EXERCISE DIRECTIONS - An exact copy of every entry below is needed.

MATERIAL FOR THIS TASK -
-------

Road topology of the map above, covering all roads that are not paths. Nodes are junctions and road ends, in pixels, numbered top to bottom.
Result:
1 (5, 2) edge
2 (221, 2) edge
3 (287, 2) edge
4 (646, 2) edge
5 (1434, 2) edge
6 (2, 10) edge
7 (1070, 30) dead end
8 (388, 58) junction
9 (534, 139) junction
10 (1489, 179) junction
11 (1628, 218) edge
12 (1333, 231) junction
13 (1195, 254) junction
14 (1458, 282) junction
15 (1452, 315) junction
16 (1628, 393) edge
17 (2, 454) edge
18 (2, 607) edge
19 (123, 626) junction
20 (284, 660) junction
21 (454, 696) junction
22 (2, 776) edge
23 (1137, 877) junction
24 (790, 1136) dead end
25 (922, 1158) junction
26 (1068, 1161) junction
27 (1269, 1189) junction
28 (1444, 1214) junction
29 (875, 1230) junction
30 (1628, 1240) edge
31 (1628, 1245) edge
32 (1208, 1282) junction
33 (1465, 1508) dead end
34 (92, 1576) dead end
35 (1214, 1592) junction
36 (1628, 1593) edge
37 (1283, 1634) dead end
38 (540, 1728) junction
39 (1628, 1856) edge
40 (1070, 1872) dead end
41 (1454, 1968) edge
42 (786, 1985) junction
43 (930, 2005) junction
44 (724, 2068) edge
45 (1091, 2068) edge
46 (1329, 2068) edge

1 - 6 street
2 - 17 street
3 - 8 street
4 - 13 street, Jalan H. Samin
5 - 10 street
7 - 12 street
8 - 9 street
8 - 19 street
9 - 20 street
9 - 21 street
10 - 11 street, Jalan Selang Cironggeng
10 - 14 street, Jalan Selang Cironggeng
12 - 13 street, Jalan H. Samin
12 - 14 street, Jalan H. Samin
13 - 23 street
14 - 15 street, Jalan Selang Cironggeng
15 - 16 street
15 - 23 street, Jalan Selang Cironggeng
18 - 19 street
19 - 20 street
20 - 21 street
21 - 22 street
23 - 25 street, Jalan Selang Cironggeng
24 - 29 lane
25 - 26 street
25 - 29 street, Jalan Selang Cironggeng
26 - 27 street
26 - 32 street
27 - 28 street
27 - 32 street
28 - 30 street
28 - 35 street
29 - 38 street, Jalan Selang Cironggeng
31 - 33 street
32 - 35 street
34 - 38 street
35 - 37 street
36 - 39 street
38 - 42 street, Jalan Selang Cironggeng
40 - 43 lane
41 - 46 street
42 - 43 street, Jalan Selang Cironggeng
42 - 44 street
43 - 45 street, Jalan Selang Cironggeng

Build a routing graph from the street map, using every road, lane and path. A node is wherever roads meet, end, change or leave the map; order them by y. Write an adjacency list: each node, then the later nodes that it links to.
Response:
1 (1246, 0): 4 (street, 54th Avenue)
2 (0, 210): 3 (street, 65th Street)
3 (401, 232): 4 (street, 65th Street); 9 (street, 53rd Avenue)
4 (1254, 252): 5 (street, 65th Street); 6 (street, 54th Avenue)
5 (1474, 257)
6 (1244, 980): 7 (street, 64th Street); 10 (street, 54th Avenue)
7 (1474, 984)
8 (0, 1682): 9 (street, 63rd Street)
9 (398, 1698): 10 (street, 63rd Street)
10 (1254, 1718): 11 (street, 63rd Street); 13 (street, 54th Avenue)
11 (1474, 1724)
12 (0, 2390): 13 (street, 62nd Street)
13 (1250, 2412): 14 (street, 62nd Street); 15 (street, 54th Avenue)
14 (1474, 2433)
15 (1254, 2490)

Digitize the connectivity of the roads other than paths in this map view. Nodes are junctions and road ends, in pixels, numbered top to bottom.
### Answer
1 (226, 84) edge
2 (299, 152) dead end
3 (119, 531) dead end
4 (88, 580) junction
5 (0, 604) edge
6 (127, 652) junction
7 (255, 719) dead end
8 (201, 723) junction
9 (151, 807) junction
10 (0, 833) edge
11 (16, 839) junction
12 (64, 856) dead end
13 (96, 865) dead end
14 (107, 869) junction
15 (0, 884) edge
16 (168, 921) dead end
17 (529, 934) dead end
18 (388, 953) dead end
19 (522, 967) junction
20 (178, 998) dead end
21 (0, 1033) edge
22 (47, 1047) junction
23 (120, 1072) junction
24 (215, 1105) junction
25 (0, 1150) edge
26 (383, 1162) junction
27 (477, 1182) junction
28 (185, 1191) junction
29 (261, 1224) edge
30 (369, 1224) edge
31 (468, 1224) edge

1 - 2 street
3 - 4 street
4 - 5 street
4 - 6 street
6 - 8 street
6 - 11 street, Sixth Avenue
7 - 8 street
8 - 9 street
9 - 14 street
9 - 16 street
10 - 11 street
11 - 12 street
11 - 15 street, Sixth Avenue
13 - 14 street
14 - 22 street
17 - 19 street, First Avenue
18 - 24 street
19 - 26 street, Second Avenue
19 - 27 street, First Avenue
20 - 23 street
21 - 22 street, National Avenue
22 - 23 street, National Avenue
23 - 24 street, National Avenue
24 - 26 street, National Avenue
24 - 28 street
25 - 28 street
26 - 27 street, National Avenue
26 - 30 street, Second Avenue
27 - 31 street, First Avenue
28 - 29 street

-------

TASK RESULT -
Road topology of the map above, covering all roads that are not paths. Nodes are junctions and road ends, in pixels, numbered top to bottom.
Result:
1 (5, 2) edge
2 (221, 2) edge
3 (287, 2) edge
4 (646, 2) edge
5 (1434, 2) edge
6 (2, 10) edge
7 (1070, 30) dead end
8 (388, 58) junction
9 (534, 139) junction
10 (1489, 179) junction
11 (1628, 218) edge
12 (1333, 231) junction
13 (1195, 254) junction
14 (1458, 282) junction
15 (1452, 315) junction
16 (1628, 393) edge
17 (2, 454) edge
18 (2, 607) edge
19 (123, 626) junction
20 (284, 660) junction
21 (454, 696) junction
22 (2, 776) edge
23 (1137, 877) junction
24 (790, 1136) dead end
25 (922, 1158) junction
26 (1068, 1161) junction
27 (1269, 1189) junction
28 (1444, 1214) junction
29 (875, 1230) junction
30 (1628, 1240) edge
31 (1628, 1245) edge
32 (1208, 1282) junction
33 (1465, 1508) dead end
34 (92, 1576) dead end
35 (1214, 1592) junction
36 (1628, 1593) edge
37 (1283, 1634) dead end
38 (540, 1728) junction
39 (1628, 1856) edge
40 (1070, 1872) dead end
41 (1454, 1968) edge
42 (786, 1985) junction
43 (930, 2005) junction
44 (724, 2068) edge
45 (1091, 2068) edge
46 (1329, 2068) edge

1 - 6 street
2 - 17 street
3 - 8 street
4 - 13 street, Jalan H. Samin
5 - 10 street
7 - 12 street
8 - 9 street
8 - 19 street
9 - 20 street
9 - 21 street
10 - 11 street, Jalan Selang Cironggeng
10 - 14 street, Jalan Selang Cironggeng
12 - 13 street, Jalan H. Samin
12 - 14 street, Jalan H. Samin
13 - 23 street
14 - 15 street, Jalan Selang Cironggeng
15 - 16 street
15 - 23 street, Jalan Selang Cironggeng
18 - 19 street
19 - 20 street
20 - 21 street
21 - 22 street
23 - 25 street, Jalan Selang Cironggeng
24 - 29 lane
25 - 26 street
25 - 29 street, Jalan Selang Cironggeng
26 - 27 street
26 - 32 street
27 - 28 street
27 - 32 street
28 - 30 street
28 - 35 street
29 - 38 street, Jalan Selang Cironggeng
31 - 33 street
32 - 35 street
34 - 38 street
35 - 37 street
36 - 39 street
38 - 42 street, Jalan Selang Cironggeng
40 - 43 lane
41 - 46 street
42 - 43 street, Jalan Selang Cironggeng
42 - 44 street
43 - 45 street, Jalan Selang Cironggeng

Build a routing graph from the street map, using every road, lane and path. A node is wherever roads meet, end, change or leave the map; order them by y. Write an adjacency list: each node, then the later nodes that it links to.
Response:
1 (1246, 0): 4 (street, 54th Avenue)
2 (0, 210): 3 (street, 65th Street)
3 (401, 232): 4 (street, 65th Street); 9 (street, 53rd Avenue)
4 (1254, 252): 5 (street, 65th Street); 6 (street, 54th Avenue)
5 (1474, 257)
6 (1244, 980): 7 (street, 64th Street); 10 (street, 54th Avenue)
7 (1474, 984)
8 (0, 1682): 9 (street, 63rd Street)
9 (398, 1698): 10 (street, 63rd Street)
10 (1254, 1718): 11 (street, 63rd Street); 13 (street, 54th Avenue)
11 (1474, 1724)
12 (0, 2390): 13 (street, 62nd Street)
13 (1250, 2412): 14 (street, 62nd Street); 15 (street, 54th Avenue)
14 (1474, 2433)
15 (1254, 2490)

Digitize the connectivity of the roads other than paths in this map view. Nodes are junctions and road ends, in pixels, numbered top to bottom.
### Answer
1 (226, 84) edge
2 (299, 152) dead end
3 (119, 531) dead end
4 (88, 580) junction
5 (0, 604) edge
6 (127, 652) junction
7 (255, 719) dead end
8 (201, 723) junction
9 (151, 807) junction
10 (0, 833) edge
11 (16, 839) junction
12 (64, 856) dead end
13 (96, 865) dead end
14 (107, 869) junction
15 (0, 884) edge
16 (168, 921) dead end
17 (529, 934) dead end
18 (388, 953) dead end
19 (522, 967) junction
20 (178, 998) dead end
21 (0, 1033) edge
22 (47, 1047) junction
23 (120, 1072) junction
24 (215, 1105) junction
25 (0, 1150) edge
26 (383, 1162) junction
27 (477, 1182) junction
28 (185, 1191) junction
29 (261, 1224) edge
30 (369, 1224) edge
31 (468, 1224) edge

1 - 2 street
3 - 4 street
4 - 5 street
4 - 6 street
6 - 8 street
6 - 11 street, Sixth Avenue
7 - 8 street
8 - 9 street
9 - 14 street
9 - 16 street
10 - 11 street
11 - 12 street
11 - 15 street, Sixth Avenue
13 - 14 street
14 - 22 street
17 - 19 street, First Avenue
18 - 24 street
19 - 26 street, Second Avenue
19 - 27 street, First Avenue
20 - 23 street
21 - 22 street, National Avenue
22 - 23 street, National Avenue
23 - 24 street, National Avenue
24 - 26 street, National Avenue
24 - 28 street
25 - 28 street
26 - 27 street, National Avenue
26 - 30 street, Second Avenue
27 - 31 street, First Avenue
28 - 29 street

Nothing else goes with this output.